Archaeology: Reburial

Reburial is the reinterment of human remains that are discovered and excavated during an archaeological dig. Reburial is undertaken in instances in which it is more practical to save archaeological objects discovered during excavations as opposed to discarding them, or when a strict time frame prevents a thorough investigation of the findings located in a specific archaeological site.

In reburial, a waterlogged storage area that is comparable to a regular museum storage area is constructed in order to house the archaeological objects marked for reburial. After these findings are documented as thoroughly as possible, a trench is dug from the bottom of the sea, into which the objects are then placed.
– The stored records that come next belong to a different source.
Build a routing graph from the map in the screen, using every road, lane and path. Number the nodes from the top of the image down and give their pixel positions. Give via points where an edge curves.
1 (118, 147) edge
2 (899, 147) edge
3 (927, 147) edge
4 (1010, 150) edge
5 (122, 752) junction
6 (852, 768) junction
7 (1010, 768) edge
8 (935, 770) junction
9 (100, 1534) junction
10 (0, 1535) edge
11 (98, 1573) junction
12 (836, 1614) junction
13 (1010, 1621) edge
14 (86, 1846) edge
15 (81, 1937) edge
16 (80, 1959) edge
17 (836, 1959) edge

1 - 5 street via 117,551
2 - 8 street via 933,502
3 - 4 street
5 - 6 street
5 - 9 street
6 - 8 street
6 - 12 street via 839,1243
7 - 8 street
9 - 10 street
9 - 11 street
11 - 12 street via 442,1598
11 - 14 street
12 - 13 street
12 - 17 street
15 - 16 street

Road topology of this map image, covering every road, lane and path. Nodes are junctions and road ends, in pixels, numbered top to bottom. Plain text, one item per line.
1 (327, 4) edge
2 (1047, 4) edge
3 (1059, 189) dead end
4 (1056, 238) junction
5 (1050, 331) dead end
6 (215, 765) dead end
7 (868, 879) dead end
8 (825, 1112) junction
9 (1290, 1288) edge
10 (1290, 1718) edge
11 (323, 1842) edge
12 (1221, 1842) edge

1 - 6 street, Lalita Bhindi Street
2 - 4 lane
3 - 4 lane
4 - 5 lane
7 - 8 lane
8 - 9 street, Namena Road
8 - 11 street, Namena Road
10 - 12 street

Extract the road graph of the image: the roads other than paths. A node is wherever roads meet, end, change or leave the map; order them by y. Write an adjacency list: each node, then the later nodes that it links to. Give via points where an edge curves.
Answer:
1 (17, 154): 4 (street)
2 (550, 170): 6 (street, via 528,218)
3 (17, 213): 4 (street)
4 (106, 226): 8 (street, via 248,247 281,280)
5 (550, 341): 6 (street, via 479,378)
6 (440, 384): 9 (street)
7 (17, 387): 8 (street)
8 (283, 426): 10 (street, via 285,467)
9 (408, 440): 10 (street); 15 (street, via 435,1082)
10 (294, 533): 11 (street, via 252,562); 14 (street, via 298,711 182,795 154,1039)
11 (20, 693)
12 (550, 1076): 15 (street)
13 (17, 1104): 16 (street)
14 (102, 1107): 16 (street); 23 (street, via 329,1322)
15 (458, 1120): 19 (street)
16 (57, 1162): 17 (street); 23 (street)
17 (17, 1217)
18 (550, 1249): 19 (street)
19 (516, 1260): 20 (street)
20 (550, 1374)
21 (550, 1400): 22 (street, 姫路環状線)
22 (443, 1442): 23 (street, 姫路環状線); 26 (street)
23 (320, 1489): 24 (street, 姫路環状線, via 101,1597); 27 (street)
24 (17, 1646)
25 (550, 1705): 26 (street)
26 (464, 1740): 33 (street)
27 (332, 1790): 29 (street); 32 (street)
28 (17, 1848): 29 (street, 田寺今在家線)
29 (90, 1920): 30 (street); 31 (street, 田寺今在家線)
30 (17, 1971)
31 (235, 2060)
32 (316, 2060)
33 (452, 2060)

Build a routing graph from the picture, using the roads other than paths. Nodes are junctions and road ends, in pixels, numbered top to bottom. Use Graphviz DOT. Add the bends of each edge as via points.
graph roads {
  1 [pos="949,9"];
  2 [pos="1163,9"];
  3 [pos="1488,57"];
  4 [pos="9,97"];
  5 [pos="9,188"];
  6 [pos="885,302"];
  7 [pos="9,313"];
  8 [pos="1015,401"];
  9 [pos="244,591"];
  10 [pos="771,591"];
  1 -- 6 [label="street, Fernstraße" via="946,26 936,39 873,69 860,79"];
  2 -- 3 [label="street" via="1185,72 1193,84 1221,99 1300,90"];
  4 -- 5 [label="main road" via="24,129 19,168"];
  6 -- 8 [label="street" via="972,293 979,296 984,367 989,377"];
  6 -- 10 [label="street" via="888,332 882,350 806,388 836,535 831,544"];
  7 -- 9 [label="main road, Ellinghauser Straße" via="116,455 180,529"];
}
The trench is subsequently filled with sand, or sediment, or a combination of both of these materials, in order to create an anaeorobic (oxygen-free) storage space, which helps to preserve the objects as questions as best as possible. The location in which the trench is buried is then recorded.

Reburial is a process that is especially important to underwater archaeology, which does not always offer the possibility of a comprehensive analysis of archaeological findings. In addition, reburial is often undertaken in cases where the cost of conserving all of the materials excavated during a dig would dramatically deplete the economic resources of the archaeological investigation as a whole and would therefore compromise the quality of the research. This is particularly true in the case in salvage archaeology, in which the majority of the archaeological site is typically excavated in a brief period of time. Reburial is also often used as an archaeological tool in other circumstances when conservation options available to archaeologists are limited due to external reasons.

One common disadvantage associated with this archaeological process is that the human remains slotted for reburial are not sufficiently evaluated in order to contribute significantly to academic research. Also, in some instances, groups have called for the reburial of human remains that are included in museum exhibitions, due to ethical reasons.

However, one important advantage associated with the method of archaeological reburial is that it enables the preservation of archaeological objects that would otherwise likely be damaged or destroyed. As such, reburial remains an important archaeological tool that enables archaeologists to preserve human remains, particularly in situations, which would otherwise limit their preservation, thereby hindering archaeological research and development, as well as the understanding of a particular time and culture.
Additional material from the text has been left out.